**Supplied records**
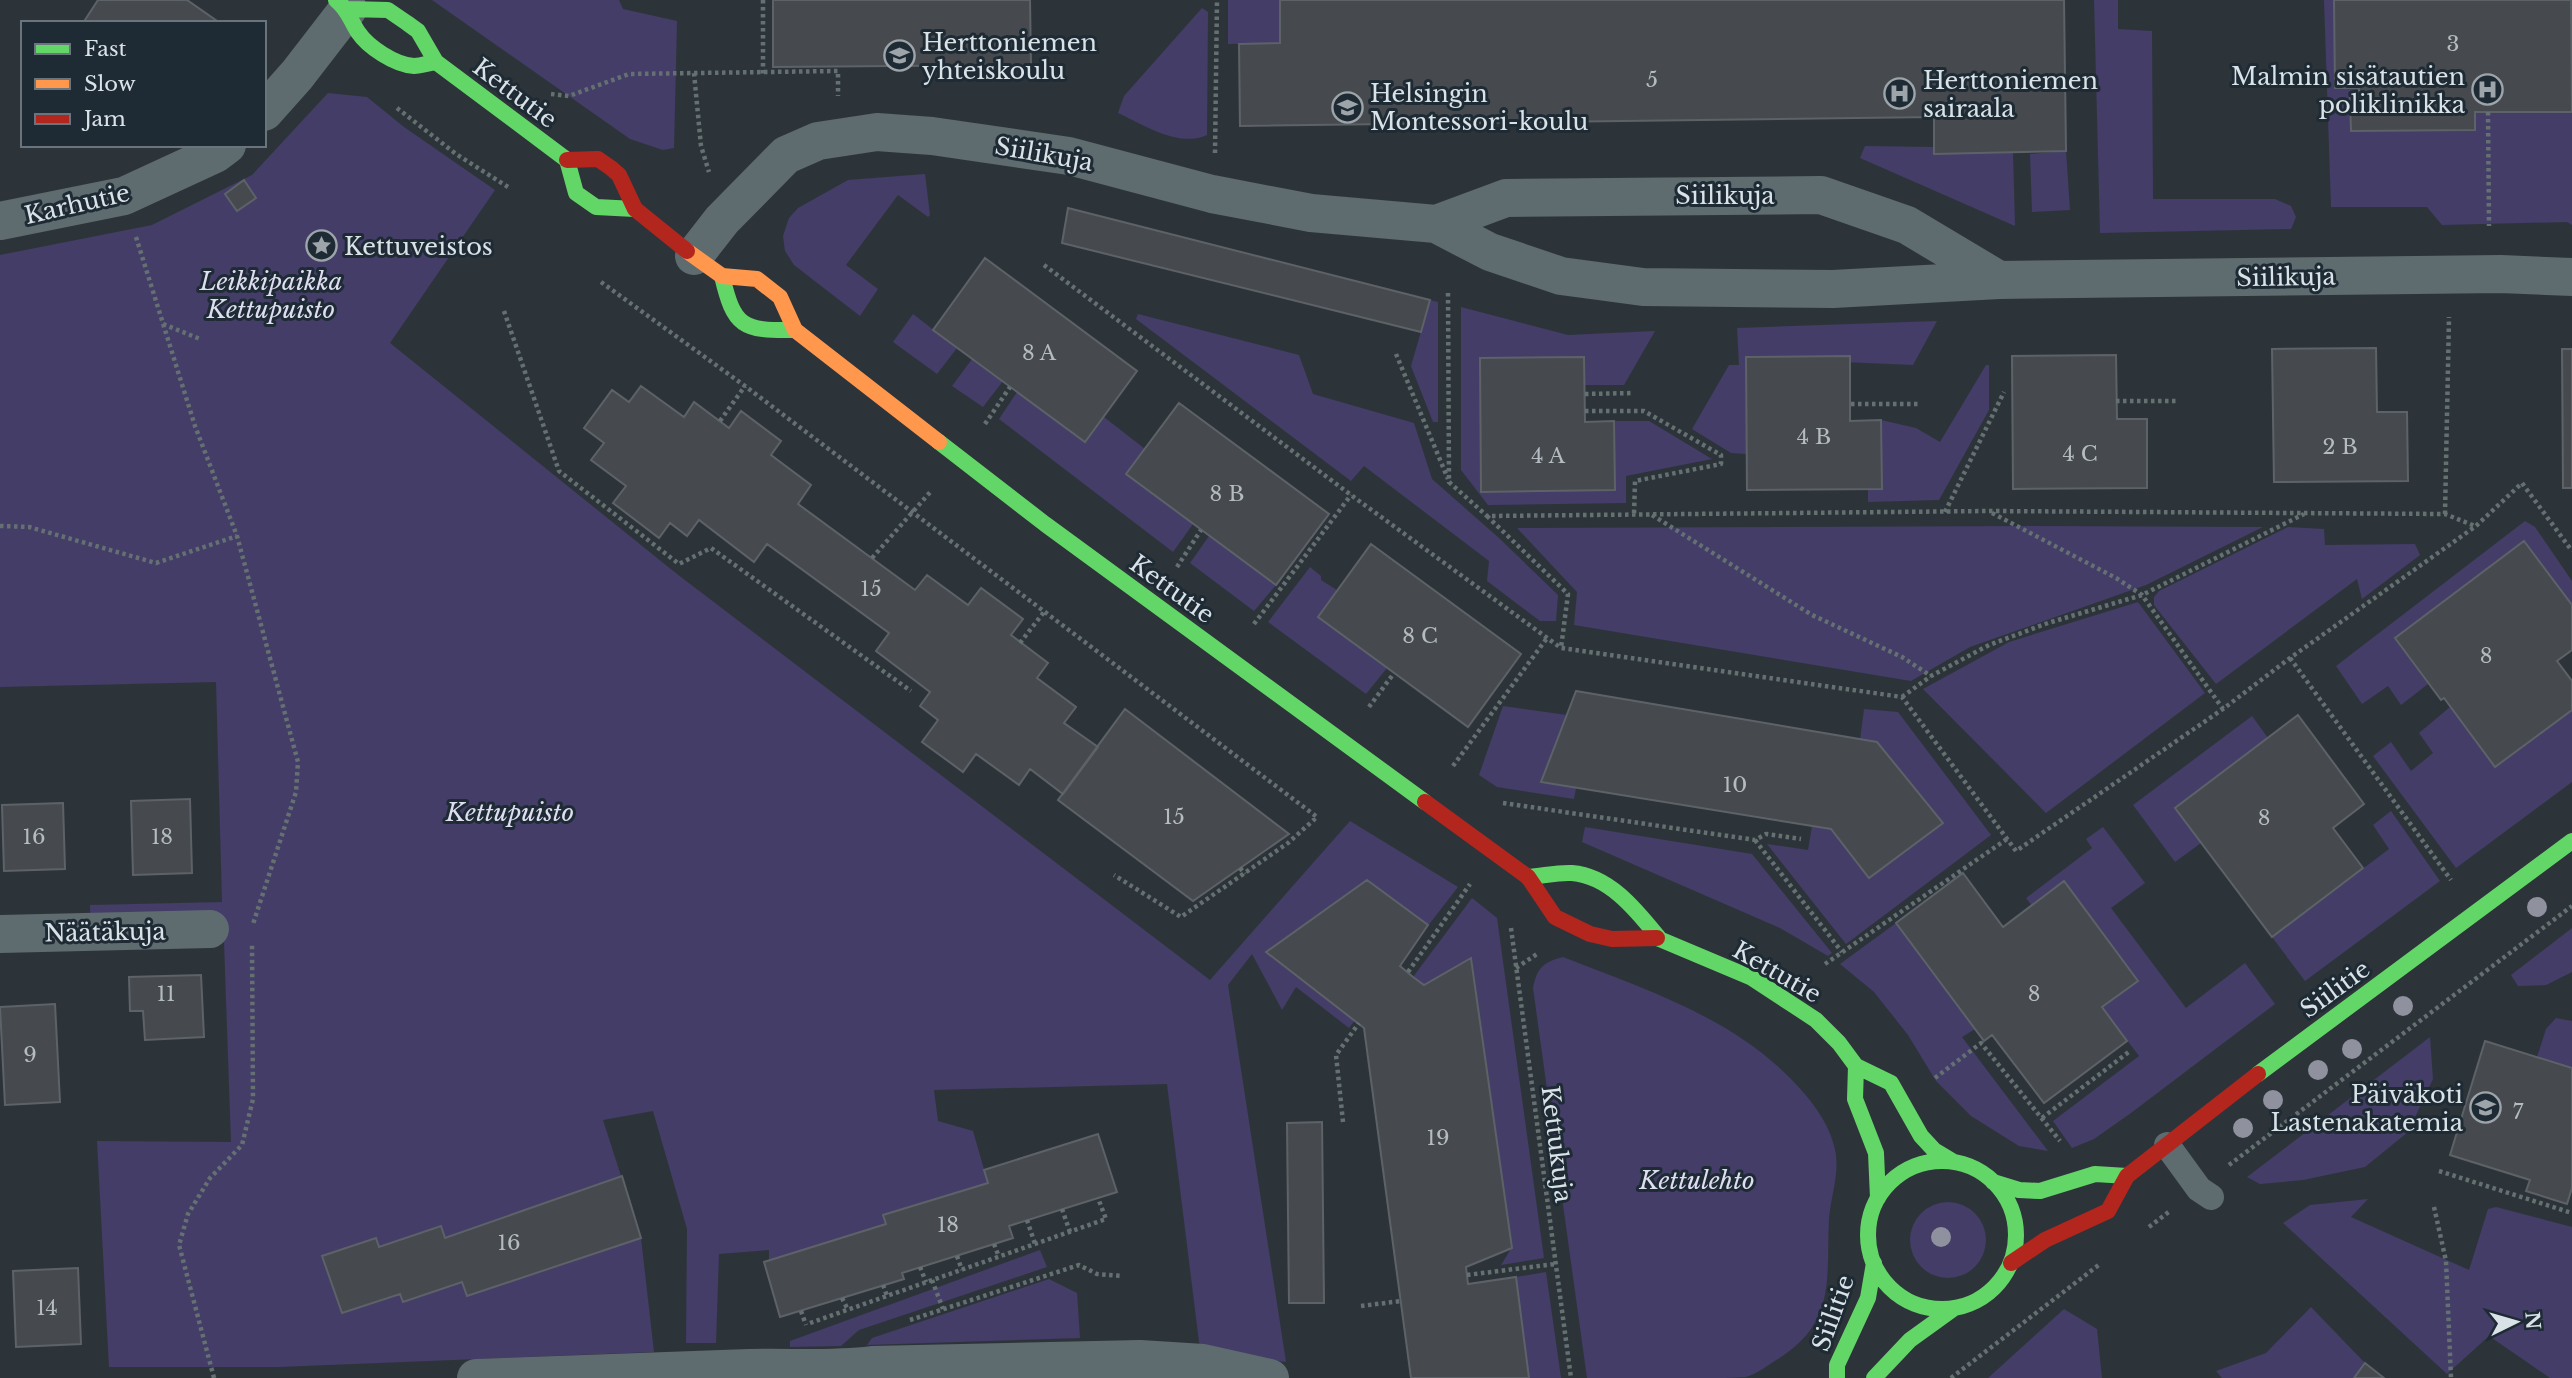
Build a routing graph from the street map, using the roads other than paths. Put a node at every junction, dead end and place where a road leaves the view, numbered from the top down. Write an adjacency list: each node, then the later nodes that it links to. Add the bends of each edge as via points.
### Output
* * *
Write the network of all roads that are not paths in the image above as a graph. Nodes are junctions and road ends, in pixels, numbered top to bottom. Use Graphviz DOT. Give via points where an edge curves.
...
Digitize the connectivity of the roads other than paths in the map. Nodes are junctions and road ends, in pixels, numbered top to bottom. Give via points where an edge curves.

**What to work on**
Looking at the data above, say how many lines contain the word "Give", with no added words.

**Answer section**
2